Friday, July 31, 2009

It's for my own good...?

Does that statement EVER mean anything good is about to happen?


And my Mom has been taking care of my boo-boo, and checking me all the time, and I got all better this week, so Mom decided to start letting me go without the cone.

She does this gradually - by letting me go for just a few hours without it at first, so she can watch me, like I'm some kind of recidivist or something.

The nerve.

But anyway, she started freeing me from the cone on Monday when she was home from work, and we sat around the living room all day - she was working on her stoopid beads, and I was left to my own devices. Do you want to know what I did? Really what I did?

Mom was really, really wrapped up in her bead stuff, and the TV was on, of course, and so she wasn't paying much attention to me.

And about an hour later, she noticed that she was hearing a very repetitive licking sound coming from somewhere - and she started looking for me, and she couldn't see me anywhere. Because I am smart, and I had crawled behind a big chair to hide from her!

And she got up really quietly and sneaky-like, and snuck up and me and caught me licking - but I wasn't licking my all-healed-up boo-boo. I was, of course, licking my .......... "business". After all, I hadn't been able to do this in FOREVER!!!

And evidently, that was OK with her, because she didn't put me back in the cone.

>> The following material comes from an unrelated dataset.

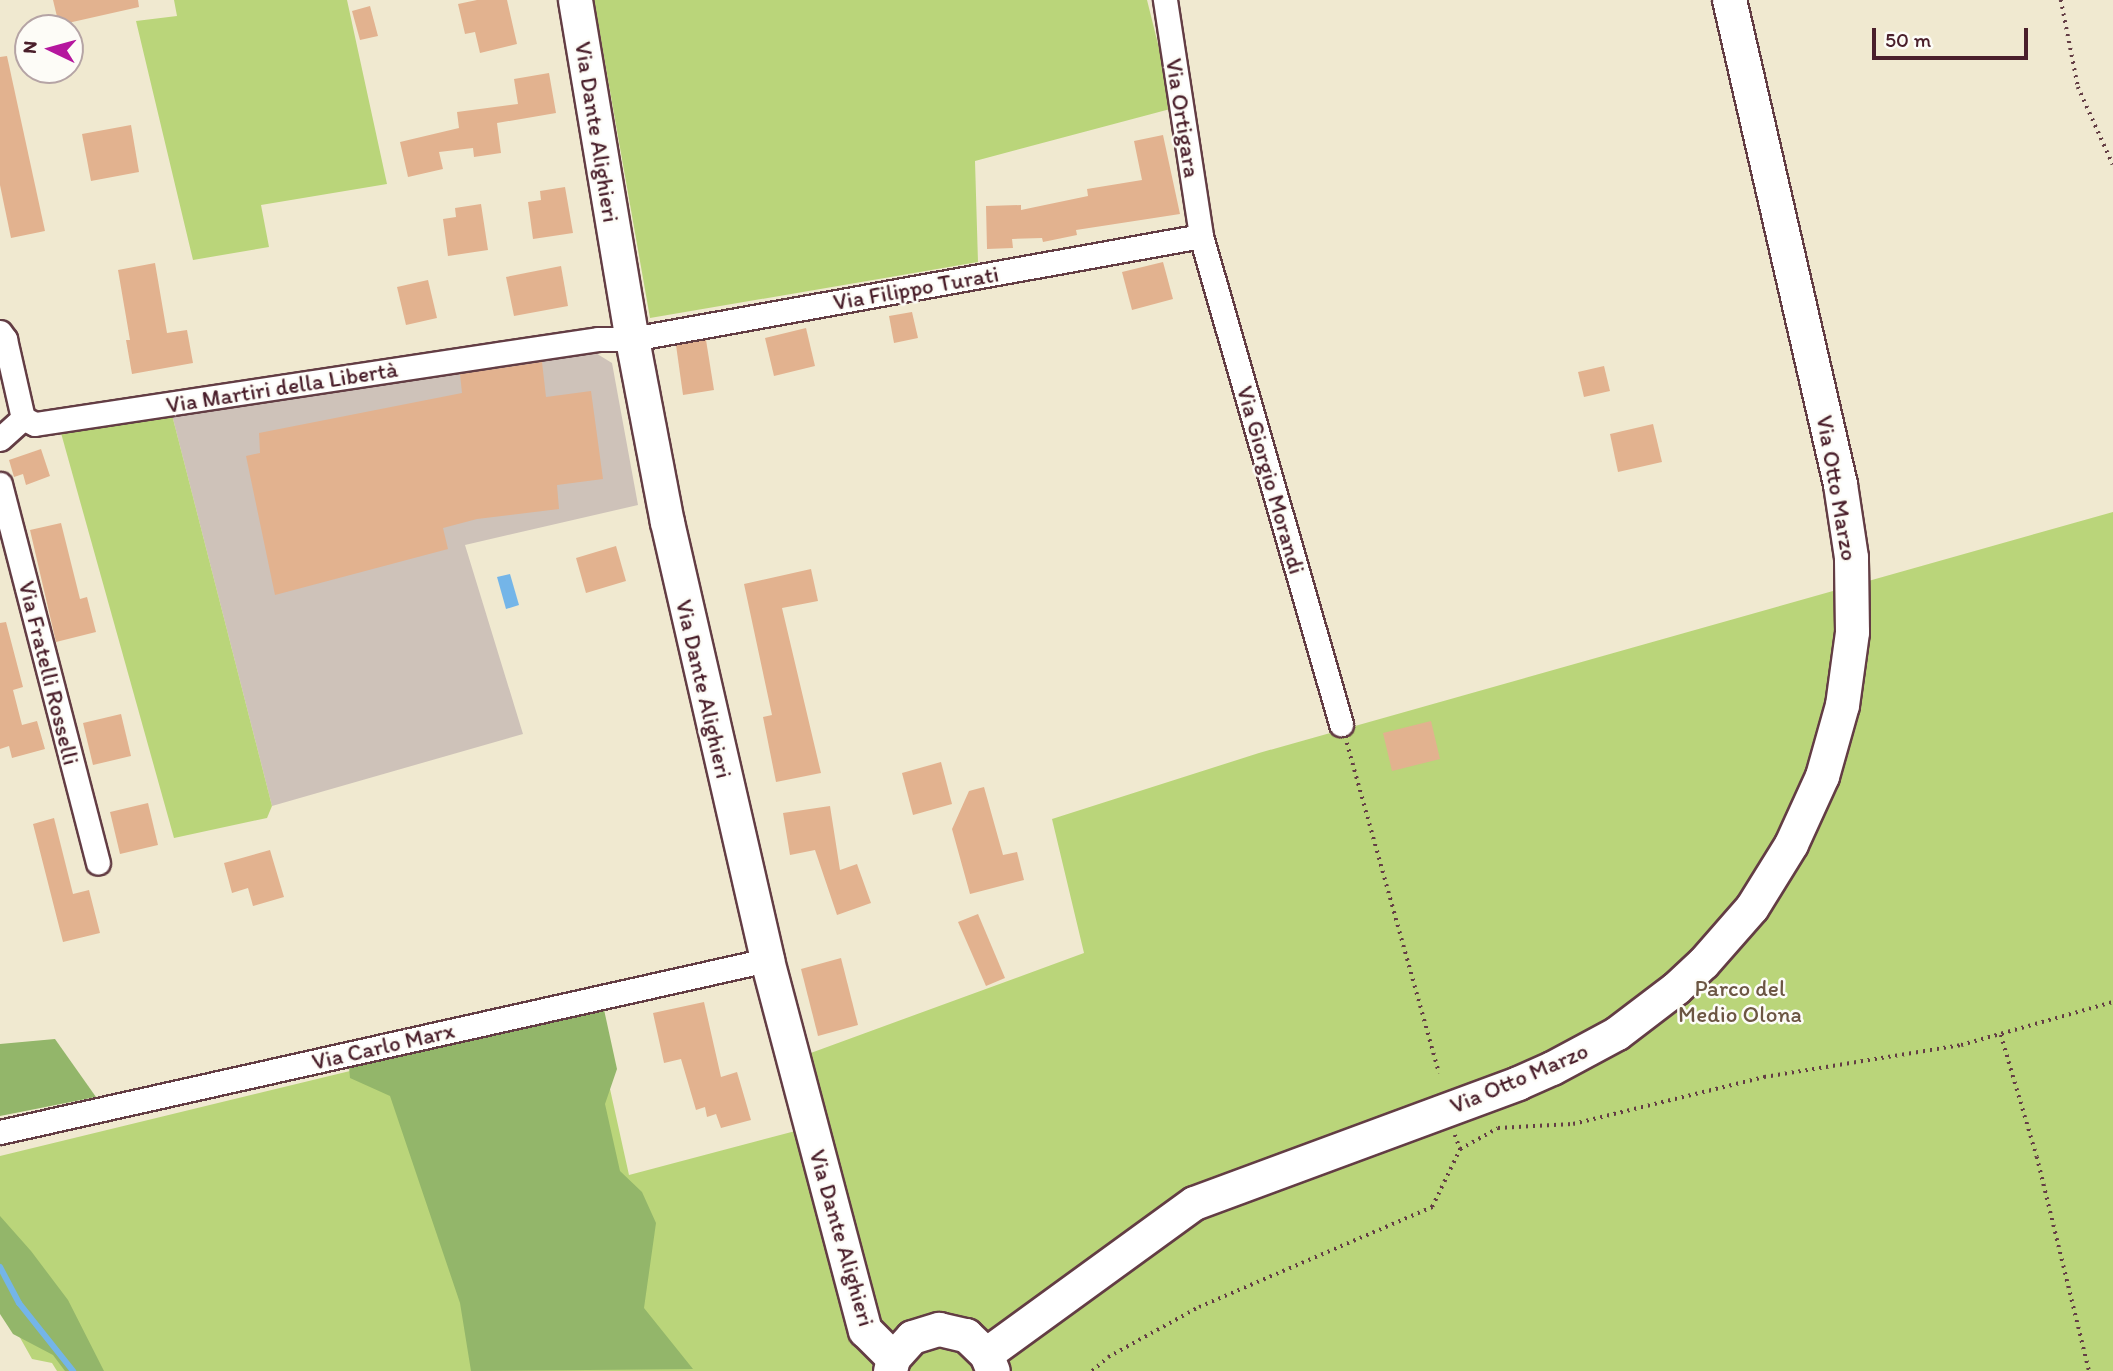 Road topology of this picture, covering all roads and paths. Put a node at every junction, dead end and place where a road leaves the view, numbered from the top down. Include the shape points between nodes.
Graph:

So for 4 days, she let me be out of the cone whenever she was home and awake, and I was perfectly behaved, and didn't do any bad licking, so last night she let me sleep without the cone.

She even gave me a huge rawhide bone so I could celebrate, and have something delicious to chew and suck on!

And then this morning, she gave me a full body frisking, and didn't find any wet spots, so she decided I was over it, and she went to work and left me out of the cone! Hurray!!

And I spent all day sucking on my thigh, and when Mom got home, she frisked me again, and discovered what I'd done, and put me back in the cone, saying "it's for your own good".

Yeah, right.

Stupid cone.

Thursday, July 9, 2009

Gingey's home!








Well, Mom must have sent enough ransoms to the lady in the mountains, because Gingey is home at last!

I am just so excited! This picture was taken just moments after Mom opened the package -

I ran around the house a lot with Gingey!





We went upstairs while Mom changed her clothes, and I paused on the bed, but never let go of Gingey.

Then Mom went downstairs to cook dinner, and I raced after her, and I was so excited, and between wearing my cone and having Gingey in my mouth, I guess I couldn't see the stairs, and I was running too fast, and I fell down the stairs!

Fortunately, Mom was just a few steps from the bottom, and she heard the commotion as I came thundering down the stairs in a big tangle, and she stuck out her leg, and saved me! I composed myself, and raced her to the kitchen, and you know what?

I never even dropped Gingey!!!!

Sunday, July 5, 2009

Bother and Worryation

Happy Independence Day, everybody!

As usual, I spent last night in Mom's closet, just like I do every July 4 (and every New Year's Eve, too).

I peeped out a couple of times to make sure Mom was OK, but mostly I just hid deep in her big comfy closet, 'til all the bang-bang noises were over.

I came out around 1 AM, and jumped up on Mom's bed to let her know it was time to take me outside.


And that's when she noticed that my left hip was all wet. And she knew what I had been doing in the closet - I had been "worryating" on my left hip, and now I have a great big boo-boo there. Mom said I was naughty. I can't help it, though - sometimes I just do this when I'm nervous!

It was all red last night, and Mom put medicine on it.

And naturally, now I have to wear the cone again.

Oops.

Wednesday, July 1, 2009

I don't know what Ransom is, but I need some!

Welcome to Gingey Watch, Day 17.

Mom talked to the lady at the mountain house yesterday, and evidently I will only get Gingey back if Mom sends her some "ransom."


I have no idea what "ransom" is, but I saw Mom hurry and pack an envelope, and mail it to the lady.


I am worried, because it was not a very big envelope, and I want Gingey back.

So if you have any extra ransom lying around, please mail it to:
The Mountain House where Tai and Nummy Live


Thanks!


Speaking of Nummy, I suspect she is behind all this.

She always wants my toys, and look at her evil eyes!